Sequencing of DNA pools of natural populations was suggested as a cost-effective and reliable approach for estimating the allele frequency [16, 18]. We utilized the pooled-DNA sequencing approach for SNP discovery, and to create a repository of markers for future use. Pooling the entire germplasm collection is the most cost-effective. Our strategy, which relied on known genetic divergence among the three avocado races, divided the collection into three racial pools to maximize the chances for polymorphic-locus discovery. The use of sub-pooling was further supported by the fact that 32.5% of the SNPs were non-polymorphic in at least one of the races. Thus in the case of genome-wide association analysis, an issue of stratification might have been raised, especially for the Mexican race that showed the highest number of non-polymorphic loci. Marker-assisted breeding can benefit from analyzing the polymorphism profile along the three pools. For example, in a case of designing a cross between an accession from the Mexican pool with an accession from the Guatemalan pool. Supposing that markers, which are heterozygous in the former and homozygous in the latter, are required. The genotyping should focus on loci that were polymorphic in the Mexican pool and non-polymorphic in the Guatemalan pool. These loci were described, hereinbefore, as npG-pM-pWI or as npG-pM-npWI. Likewise, any other design can benefit from narrowing the number of putative polymorphic loci by knowing of polymorphism profiles. The sub-pools were chosen according to their botanical characteristics. Yet by genotyping, it was revealed that at least 30% of the accessions in each pool were admixed with either of the other races. This fact implies that the reduction in polymorphism by 32.5% is not only due the divergence of races. Therefore, further study should be conducted to investigate the option of random sub-pooling and how it could contribute to the enrichment of polymorphic loci.

The sequenced pools, in this study, were used mainly for SNP discovery, i.e., estimation of the existence of the SNP alleles rather than estimation of the alleles’ frequency. The high percentage of true positive polymorphic loci indicated that the approach was sensitive to the discovery of SNPs. The Mexican pool showed the lowest true positive rate probably because it was the smallest pool. The correlation of allele frequency between the pooled sequences and the genotype calls of the individual accessions in the pool was high. We expected that this correlation would have been higher [16, 18] if the pools had been comprised of a higher number of accessions [15, 18].

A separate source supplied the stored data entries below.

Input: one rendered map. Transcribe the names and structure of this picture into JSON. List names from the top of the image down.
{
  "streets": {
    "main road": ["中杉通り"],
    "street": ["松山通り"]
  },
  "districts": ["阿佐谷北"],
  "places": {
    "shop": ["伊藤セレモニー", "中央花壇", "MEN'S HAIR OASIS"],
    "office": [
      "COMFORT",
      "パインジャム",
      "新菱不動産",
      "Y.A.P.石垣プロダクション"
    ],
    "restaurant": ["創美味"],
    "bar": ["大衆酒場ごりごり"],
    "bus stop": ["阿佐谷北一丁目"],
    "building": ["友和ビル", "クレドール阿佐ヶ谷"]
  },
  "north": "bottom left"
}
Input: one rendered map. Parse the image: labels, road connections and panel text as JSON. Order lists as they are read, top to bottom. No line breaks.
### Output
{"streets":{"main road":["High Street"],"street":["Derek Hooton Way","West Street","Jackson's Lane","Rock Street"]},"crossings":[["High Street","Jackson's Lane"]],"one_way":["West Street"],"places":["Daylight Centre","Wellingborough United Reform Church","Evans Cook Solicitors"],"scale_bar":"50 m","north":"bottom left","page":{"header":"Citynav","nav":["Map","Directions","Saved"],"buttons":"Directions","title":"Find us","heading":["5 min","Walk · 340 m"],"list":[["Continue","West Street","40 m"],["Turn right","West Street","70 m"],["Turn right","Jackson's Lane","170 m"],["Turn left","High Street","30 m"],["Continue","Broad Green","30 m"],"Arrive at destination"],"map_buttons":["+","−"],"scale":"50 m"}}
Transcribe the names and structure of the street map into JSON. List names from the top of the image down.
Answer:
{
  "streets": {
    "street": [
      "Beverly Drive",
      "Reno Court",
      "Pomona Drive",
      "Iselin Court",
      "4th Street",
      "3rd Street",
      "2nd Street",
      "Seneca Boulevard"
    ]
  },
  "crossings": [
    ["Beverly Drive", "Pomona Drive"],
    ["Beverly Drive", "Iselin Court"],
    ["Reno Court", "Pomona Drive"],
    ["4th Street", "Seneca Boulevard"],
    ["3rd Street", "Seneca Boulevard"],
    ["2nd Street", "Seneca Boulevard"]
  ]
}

The core sets, in this study, were clearly separated from each other by a principal component dimensions and the hybrid accessions were scattered between their related cores. This suggests that using a combination of morphological characteristics and genetic markers as a reference for classification is a good approach. Interestingly, the Guatemalan core accessions were slightly separated from the assigned Guatemalan accessions in comparison to the other two races whose core and the corresponding assigned accessions were clustered together. The fact that most of the assigned Guatemalan accessions were related to each other might explain their separation from the others. These accessions were mostly comprised of commercial cultivars, suggesting the desirability of Guatemalan traits in the market [2]. Of special interest were the connected accessions on the PCA plot. For instance, three Hass-like cultivars: ‘Gem’, ‘Noble (BL667)’, ‘Lamb-Hass (BL112)’, all products of the California breeding program, were related to each other and to the ‘Hass’ cultivar. Knowing that these Hass-like cultivars, originated from either an open pollination of a ‘Gwen’ seedling (a commercial cultivar resulting of ‘Hass’ x ‘Thille’ cross), or a seedling that originated from ‘Gwen’ x ‘Thille’ cross (a lesser known variety originating from ‘Hass’ seedling) [22], these results were not surprising.

Another interesting feature, emerging from the PCA plot and IBD analysis, was the tight sibling relationships established between four green-skinned cultivars including: ‘Bacon’, ‘Zutano’, ‘Ettinger’ and ‘Fuerte’ (all representing Mexcian x Guatamalan hybrids). ‘Fuerte’ was found as a dooryard seedling in Mexico, and eventually became an important cultivar [7, 22]. ‘Bacon’ and ‘Zutano’, on the other hand, originated in the late 1920s, as seedling trees in Beuna Park, and Fallbrook, California, respectively [22], whereas, ‘Ettinger’ was bred from an open pollinated ‘Fuerte’ seedling, in Kfar Malal, Israel, in the late 1930s as well. As far as we know, this is the first study to corroborate the relationships between ‘Fuerte’ and these three green-skinned cultivars, reinforcing the strength of our approach.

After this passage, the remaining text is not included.